ASSIGNMENT: Lines with the string "Answer" are to be identified in the listing and copied.
......
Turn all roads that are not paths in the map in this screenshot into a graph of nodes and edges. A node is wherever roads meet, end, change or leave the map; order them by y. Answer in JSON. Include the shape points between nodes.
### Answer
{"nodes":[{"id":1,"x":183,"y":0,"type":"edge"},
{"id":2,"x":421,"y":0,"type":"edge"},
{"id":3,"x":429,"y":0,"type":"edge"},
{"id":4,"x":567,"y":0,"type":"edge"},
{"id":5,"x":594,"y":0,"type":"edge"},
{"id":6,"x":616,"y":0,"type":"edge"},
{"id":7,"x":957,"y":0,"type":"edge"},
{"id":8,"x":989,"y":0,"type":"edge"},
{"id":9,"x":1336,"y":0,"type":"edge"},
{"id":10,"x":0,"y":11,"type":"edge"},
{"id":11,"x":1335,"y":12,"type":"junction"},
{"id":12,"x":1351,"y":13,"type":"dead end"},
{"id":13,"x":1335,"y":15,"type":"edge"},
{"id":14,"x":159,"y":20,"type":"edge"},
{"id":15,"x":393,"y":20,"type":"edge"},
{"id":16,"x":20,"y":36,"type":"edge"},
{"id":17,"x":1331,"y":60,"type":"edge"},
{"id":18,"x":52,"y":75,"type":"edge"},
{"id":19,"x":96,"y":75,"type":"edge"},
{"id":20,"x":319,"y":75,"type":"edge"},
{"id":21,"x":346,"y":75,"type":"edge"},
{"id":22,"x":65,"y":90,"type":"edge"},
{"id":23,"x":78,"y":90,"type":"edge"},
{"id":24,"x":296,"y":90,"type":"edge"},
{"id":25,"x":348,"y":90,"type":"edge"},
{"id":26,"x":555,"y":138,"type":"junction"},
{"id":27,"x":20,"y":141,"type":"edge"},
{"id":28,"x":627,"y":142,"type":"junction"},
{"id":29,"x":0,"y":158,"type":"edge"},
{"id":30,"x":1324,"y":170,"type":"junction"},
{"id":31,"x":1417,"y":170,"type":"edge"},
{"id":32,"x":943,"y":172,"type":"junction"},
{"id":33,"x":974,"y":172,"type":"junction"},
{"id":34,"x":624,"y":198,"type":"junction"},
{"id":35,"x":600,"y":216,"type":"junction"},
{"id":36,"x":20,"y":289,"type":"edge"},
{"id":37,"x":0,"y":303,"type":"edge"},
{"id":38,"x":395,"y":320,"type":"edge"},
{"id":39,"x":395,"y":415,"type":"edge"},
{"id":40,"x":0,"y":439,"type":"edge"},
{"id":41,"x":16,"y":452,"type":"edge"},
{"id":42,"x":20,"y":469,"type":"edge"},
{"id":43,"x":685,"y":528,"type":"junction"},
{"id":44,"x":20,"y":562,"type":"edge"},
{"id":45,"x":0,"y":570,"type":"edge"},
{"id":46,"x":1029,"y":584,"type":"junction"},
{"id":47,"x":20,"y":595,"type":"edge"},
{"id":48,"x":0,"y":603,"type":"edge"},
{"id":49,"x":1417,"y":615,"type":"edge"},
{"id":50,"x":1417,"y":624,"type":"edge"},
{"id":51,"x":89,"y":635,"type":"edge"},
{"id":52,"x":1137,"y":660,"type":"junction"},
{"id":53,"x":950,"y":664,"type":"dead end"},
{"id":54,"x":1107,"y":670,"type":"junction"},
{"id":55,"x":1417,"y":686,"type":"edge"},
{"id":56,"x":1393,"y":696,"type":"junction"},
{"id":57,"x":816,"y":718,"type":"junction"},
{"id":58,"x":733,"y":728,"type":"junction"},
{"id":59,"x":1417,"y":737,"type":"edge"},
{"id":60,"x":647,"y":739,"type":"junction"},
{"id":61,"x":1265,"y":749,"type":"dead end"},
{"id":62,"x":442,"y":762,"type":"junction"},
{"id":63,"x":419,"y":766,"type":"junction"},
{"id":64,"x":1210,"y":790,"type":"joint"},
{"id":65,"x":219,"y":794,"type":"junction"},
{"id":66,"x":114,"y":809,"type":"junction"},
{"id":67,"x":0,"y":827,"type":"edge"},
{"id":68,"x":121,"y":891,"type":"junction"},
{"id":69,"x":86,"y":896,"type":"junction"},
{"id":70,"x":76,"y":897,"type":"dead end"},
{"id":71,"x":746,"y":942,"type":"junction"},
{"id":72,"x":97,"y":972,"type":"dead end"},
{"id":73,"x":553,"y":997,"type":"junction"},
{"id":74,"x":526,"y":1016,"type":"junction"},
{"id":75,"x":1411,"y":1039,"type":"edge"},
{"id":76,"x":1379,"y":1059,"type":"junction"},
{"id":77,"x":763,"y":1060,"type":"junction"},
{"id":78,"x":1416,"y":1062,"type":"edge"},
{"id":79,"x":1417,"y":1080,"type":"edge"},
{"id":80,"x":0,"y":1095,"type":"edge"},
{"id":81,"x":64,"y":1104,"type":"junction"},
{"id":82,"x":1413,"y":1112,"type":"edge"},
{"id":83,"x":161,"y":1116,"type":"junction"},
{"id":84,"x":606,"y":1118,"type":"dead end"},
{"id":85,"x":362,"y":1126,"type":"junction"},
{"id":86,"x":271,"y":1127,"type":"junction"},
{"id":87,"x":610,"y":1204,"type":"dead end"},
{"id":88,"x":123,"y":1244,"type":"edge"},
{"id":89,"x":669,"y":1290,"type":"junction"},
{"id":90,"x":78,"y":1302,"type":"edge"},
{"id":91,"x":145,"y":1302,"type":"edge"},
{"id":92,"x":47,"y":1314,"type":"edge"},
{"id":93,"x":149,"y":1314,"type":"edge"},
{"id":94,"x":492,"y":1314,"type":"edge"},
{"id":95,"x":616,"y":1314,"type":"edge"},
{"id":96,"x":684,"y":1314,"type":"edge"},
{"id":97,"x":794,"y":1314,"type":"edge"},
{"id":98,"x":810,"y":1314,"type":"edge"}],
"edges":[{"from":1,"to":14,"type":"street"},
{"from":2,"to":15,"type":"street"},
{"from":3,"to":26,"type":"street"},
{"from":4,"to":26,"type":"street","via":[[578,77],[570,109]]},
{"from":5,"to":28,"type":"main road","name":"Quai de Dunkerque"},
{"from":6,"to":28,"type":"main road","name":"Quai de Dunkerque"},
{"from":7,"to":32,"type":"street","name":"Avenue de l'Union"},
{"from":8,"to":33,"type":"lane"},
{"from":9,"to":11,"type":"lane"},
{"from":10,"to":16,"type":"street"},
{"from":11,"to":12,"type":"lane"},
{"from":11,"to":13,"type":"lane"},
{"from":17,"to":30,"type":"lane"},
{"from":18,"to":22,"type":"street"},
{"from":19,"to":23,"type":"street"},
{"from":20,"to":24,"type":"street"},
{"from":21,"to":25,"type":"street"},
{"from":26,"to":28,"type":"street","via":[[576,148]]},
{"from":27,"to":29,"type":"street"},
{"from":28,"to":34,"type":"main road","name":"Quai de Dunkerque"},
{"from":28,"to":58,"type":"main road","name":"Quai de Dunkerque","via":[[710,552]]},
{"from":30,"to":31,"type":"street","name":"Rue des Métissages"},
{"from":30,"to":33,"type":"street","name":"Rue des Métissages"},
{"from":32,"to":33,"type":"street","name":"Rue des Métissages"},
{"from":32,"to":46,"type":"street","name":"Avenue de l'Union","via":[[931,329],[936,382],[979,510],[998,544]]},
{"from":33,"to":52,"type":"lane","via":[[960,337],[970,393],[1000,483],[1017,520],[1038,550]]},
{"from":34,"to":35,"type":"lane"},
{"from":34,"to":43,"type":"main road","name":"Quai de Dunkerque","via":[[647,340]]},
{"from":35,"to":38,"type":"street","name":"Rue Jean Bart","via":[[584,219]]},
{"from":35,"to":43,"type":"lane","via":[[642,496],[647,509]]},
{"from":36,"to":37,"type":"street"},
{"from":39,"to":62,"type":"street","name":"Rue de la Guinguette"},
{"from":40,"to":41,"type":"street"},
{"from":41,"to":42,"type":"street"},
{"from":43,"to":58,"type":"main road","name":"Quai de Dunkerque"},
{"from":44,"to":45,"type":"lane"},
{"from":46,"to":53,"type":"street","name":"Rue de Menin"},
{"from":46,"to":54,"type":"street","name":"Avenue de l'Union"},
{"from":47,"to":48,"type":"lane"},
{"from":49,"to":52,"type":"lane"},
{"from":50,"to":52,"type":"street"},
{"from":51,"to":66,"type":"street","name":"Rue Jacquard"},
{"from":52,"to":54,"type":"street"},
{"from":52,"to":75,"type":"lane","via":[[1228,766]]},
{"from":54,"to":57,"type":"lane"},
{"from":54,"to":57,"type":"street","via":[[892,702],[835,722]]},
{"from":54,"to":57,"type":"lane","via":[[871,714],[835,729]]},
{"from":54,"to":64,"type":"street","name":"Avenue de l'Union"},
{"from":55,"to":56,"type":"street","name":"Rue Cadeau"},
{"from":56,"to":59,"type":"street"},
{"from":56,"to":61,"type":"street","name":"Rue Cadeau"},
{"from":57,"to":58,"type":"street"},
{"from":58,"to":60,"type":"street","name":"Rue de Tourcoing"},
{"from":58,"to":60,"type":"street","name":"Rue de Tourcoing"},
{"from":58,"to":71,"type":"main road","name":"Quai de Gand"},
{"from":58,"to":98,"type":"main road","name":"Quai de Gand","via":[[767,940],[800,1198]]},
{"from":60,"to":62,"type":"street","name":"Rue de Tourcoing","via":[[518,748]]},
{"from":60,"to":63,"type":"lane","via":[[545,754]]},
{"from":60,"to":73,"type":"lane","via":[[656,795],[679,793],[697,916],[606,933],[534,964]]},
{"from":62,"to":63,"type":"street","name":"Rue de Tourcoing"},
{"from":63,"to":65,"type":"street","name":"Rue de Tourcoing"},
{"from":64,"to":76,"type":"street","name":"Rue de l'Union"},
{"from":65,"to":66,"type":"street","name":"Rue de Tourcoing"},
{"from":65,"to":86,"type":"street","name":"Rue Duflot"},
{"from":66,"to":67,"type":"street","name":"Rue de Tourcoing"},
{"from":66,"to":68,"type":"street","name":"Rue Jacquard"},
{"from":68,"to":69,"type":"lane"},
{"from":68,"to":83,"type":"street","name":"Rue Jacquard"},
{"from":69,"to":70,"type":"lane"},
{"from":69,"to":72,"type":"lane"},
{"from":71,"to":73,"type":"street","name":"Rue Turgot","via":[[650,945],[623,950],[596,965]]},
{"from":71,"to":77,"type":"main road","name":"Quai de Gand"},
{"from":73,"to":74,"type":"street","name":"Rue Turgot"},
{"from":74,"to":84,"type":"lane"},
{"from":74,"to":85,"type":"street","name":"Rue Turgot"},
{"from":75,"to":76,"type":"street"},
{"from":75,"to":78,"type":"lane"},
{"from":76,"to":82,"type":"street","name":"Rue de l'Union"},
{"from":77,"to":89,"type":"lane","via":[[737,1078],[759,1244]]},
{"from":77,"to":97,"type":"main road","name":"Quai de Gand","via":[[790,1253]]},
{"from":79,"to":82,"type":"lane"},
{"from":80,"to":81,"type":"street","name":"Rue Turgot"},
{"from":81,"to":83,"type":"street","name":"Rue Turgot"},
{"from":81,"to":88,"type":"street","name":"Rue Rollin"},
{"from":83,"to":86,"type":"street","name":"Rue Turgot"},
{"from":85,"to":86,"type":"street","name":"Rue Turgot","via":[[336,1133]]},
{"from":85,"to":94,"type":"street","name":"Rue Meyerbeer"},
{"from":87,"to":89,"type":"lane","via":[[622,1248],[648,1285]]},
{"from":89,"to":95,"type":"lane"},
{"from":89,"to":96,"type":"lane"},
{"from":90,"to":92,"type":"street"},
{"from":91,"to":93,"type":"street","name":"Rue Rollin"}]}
......
FINISHED TASK:
Turn all roads that are not paths in the map in this screenshot into a graph of nodes and edges. A node is wherever roads meet, end, change or leave the map; order them by y. Answer in JSON. Include the shape points between nodes.
### Answer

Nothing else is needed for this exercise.